The UK struck a deal to pay the EU for outstanding spending commitments after leaving the bloc in January 2020.
Originally, the government estimated the bill, which covers spending commitments made during the UK’s membership of the EU, would be between £35bn and £39bn. A ministerial statement, published on Thursday this week as Parliament broke up for summer, says “the latest estimate of £42.5bn shows an increase against the original range”.
Mr Clarke’s statement says the increase is “primarily due to the most recent valuation of the UK’s obligation under Article 142 for EU pensions”.

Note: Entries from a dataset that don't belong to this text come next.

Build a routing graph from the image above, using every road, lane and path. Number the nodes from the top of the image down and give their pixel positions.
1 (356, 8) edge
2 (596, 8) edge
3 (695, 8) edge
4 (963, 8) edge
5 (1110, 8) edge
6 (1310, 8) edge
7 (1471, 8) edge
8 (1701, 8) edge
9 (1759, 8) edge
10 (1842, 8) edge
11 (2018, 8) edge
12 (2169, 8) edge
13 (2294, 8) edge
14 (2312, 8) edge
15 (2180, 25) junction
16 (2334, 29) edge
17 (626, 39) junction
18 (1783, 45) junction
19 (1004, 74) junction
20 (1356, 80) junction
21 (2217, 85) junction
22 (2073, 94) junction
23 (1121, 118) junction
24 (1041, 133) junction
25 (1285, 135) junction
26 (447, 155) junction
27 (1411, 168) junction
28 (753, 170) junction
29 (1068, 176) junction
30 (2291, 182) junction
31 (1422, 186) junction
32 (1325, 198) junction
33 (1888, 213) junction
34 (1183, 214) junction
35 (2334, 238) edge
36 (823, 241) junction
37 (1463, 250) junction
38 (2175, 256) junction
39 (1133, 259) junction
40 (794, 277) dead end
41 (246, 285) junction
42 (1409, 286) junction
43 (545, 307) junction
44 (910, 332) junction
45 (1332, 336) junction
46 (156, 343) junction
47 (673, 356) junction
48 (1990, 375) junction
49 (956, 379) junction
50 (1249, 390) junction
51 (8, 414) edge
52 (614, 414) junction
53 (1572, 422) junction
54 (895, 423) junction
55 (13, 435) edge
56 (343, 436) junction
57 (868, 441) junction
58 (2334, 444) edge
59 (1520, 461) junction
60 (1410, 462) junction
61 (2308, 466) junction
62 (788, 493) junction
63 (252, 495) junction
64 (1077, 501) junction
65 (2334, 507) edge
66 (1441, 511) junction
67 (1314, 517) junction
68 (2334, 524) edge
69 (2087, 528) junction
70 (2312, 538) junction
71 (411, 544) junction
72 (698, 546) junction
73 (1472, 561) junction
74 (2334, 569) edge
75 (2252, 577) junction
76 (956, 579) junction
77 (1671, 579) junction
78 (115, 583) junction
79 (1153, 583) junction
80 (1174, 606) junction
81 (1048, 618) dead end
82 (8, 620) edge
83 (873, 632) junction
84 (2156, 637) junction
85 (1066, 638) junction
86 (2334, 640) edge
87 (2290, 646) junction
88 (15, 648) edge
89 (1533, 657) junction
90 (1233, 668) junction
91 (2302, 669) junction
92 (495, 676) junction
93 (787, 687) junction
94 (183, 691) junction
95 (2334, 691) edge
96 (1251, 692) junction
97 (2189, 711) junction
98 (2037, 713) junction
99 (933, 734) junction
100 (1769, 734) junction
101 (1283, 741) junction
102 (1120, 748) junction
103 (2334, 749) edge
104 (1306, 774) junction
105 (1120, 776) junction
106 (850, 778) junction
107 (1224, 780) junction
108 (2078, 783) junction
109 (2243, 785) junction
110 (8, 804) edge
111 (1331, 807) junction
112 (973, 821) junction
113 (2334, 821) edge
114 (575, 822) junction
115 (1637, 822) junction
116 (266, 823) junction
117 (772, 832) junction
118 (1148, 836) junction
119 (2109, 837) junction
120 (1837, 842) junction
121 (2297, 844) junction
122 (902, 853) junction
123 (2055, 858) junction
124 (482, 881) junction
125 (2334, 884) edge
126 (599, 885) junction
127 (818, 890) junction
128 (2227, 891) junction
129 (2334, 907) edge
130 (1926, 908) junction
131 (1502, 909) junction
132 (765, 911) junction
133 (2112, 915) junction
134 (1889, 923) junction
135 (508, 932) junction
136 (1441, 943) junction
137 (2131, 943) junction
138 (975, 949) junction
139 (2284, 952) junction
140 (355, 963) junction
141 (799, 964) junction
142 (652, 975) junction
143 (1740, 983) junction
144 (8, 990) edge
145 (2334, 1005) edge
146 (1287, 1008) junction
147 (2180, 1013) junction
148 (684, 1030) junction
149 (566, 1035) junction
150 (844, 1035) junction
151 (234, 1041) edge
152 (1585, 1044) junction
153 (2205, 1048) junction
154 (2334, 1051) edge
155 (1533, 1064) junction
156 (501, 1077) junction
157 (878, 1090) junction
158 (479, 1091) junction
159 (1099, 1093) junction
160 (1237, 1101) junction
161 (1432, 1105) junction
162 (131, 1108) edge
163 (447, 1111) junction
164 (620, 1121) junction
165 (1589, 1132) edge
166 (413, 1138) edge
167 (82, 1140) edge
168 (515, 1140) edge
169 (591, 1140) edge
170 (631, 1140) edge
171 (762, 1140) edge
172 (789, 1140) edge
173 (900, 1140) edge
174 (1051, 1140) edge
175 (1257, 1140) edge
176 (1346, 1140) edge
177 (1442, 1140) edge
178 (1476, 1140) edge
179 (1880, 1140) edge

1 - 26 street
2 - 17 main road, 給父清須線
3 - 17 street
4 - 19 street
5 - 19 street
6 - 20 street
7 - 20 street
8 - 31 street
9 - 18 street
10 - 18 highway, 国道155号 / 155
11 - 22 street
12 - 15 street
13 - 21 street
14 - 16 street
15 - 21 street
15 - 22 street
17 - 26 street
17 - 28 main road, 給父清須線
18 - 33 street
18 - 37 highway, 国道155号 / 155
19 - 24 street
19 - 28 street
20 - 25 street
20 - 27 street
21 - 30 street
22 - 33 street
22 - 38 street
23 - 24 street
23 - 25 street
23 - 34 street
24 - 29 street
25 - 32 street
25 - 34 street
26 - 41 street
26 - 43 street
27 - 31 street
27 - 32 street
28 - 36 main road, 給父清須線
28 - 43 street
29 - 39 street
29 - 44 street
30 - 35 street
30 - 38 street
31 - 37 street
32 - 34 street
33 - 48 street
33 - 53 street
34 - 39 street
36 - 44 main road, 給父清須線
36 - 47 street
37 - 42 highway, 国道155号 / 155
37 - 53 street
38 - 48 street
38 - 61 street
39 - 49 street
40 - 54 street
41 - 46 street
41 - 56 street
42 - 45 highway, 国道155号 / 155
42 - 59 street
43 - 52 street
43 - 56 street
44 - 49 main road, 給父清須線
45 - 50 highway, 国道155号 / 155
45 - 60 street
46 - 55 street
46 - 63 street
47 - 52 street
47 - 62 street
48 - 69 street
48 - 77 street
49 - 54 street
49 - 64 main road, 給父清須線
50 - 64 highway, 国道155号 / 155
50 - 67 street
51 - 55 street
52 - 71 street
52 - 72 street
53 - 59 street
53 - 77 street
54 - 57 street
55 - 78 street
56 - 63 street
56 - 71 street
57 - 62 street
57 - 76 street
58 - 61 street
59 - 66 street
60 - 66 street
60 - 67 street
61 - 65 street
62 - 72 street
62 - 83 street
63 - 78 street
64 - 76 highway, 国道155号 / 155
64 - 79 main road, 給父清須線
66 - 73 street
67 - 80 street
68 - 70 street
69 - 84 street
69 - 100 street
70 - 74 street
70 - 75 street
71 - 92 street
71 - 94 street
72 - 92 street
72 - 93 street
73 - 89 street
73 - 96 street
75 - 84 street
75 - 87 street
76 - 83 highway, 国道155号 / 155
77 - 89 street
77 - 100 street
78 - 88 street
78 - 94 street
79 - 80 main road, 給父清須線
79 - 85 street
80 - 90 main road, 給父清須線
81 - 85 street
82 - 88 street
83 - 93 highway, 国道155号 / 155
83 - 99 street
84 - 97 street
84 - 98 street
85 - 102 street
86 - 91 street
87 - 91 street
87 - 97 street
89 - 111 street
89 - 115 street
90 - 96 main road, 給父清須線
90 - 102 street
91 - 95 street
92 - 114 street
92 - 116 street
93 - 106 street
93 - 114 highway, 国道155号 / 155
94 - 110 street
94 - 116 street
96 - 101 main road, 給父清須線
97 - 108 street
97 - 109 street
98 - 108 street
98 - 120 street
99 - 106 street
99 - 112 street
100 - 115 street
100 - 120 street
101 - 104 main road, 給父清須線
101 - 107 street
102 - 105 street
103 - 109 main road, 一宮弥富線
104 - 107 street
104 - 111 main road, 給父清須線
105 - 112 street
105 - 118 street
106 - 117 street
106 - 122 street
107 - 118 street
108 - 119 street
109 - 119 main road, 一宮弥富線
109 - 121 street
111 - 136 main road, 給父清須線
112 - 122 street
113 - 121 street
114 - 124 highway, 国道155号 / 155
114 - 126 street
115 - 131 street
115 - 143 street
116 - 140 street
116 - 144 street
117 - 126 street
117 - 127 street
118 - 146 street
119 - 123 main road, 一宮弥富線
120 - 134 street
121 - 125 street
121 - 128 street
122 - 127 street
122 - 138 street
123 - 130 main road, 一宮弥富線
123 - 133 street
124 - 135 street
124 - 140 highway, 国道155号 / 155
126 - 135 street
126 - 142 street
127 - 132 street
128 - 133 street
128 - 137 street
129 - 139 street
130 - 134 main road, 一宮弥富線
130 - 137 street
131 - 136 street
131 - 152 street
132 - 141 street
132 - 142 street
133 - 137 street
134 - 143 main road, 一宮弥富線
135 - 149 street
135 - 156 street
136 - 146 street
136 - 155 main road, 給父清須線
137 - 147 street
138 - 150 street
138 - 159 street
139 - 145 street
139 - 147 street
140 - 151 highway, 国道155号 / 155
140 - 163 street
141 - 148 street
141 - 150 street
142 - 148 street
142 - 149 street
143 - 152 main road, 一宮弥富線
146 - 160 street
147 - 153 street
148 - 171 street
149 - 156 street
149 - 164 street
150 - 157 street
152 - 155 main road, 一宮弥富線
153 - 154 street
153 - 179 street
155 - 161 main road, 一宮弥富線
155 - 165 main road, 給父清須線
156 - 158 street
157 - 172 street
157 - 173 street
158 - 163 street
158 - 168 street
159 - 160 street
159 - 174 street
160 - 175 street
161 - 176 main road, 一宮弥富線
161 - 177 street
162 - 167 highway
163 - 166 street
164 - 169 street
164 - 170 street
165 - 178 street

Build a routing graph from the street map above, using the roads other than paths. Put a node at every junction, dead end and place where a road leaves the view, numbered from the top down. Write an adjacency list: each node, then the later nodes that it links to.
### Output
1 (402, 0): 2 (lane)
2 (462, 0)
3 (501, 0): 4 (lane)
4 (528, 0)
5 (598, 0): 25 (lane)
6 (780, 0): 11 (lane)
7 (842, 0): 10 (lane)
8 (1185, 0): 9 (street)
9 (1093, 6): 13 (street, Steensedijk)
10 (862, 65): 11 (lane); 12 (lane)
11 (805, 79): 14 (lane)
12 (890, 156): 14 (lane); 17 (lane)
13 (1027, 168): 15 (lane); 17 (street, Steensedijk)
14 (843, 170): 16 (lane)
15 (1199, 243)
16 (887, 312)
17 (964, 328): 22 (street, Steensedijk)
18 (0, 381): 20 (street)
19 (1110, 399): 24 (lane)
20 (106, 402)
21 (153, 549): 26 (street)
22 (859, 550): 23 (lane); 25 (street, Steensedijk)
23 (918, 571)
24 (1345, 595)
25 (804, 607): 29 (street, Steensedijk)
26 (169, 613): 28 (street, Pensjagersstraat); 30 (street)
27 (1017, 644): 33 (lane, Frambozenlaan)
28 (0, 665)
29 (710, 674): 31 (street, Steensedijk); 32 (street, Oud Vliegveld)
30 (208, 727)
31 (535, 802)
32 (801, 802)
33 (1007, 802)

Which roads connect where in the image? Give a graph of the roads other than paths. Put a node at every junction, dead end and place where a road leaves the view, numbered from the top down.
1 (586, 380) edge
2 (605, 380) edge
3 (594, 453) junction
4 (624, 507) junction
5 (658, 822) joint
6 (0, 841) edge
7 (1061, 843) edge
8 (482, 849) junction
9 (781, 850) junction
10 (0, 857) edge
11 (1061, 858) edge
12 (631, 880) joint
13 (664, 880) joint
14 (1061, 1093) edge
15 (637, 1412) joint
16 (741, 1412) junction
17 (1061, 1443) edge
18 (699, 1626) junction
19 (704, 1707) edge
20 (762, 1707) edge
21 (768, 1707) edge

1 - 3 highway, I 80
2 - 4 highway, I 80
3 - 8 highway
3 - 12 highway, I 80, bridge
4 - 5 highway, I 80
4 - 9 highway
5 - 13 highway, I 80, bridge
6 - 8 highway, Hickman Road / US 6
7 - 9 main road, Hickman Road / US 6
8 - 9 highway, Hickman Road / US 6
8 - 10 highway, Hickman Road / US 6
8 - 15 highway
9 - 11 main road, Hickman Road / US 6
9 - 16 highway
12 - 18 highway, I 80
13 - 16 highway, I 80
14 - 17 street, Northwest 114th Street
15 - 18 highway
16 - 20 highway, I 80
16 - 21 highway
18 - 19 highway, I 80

He cited assumptions about inflation - in other words rising prices over time - as one of the main drivers of the increase.
“However, given this is a multi-decade liability, the variables used in this forecast will continue to fluctuate up and down,” Mr Clarke said.
Global economic turmoil has sent inflation soaring to 40-year highs this year, drastically increasing the cost of food and fuel.
The Brexit divorce bill - agreed to by Prime Minister Boris Johnson’s government - covered pension contributions for EU staff, as well as funding for three of its research programmes.
Meanwhile, the EU will pay back money the UK committed to the European Investment Bank (just over £3bn) and the European Central Bank (about £50m), among other things.
In July 2021, Mr Johnson’s government rejected an EU estimate of a £40.8bn total bill.
Downing Street insisted the bill stood between £35-39bn, and the Treasury put the latest overall net estimate of the financial settlement at £37.3bn.